GOAL OF THE EXERCISE: Only the number is needed: how many lines in the entries below contain the string "Hillside"?

INFORMATION:
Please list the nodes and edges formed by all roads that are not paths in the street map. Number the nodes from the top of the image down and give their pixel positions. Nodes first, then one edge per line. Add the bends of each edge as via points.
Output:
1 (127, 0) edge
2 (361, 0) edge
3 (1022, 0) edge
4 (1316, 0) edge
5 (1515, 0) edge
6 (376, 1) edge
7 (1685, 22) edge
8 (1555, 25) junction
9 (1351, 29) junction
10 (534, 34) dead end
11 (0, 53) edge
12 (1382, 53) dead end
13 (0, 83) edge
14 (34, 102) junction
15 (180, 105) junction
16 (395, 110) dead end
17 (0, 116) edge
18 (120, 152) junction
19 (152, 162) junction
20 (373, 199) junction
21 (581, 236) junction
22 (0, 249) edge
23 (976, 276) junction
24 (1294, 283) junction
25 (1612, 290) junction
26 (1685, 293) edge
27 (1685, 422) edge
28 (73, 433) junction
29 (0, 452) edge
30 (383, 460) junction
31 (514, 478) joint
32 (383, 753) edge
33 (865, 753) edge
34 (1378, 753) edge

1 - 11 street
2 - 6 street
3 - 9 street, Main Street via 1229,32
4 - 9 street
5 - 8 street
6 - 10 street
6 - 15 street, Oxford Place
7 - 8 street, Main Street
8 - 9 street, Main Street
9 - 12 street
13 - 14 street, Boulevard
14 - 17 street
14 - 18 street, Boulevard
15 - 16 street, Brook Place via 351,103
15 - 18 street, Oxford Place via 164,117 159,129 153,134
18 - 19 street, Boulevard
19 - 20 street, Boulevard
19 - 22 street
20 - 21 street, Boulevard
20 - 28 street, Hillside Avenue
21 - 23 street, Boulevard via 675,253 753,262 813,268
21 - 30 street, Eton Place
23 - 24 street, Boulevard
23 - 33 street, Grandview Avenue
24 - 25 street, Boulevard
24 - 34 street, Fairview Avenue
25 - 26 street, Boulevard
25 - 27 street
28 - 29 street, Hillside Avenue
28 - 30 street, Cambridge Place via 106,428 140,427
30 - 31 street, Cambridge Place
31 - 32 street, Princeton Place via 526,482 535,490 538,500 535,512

SOLUTION FOR THIS TASK: 2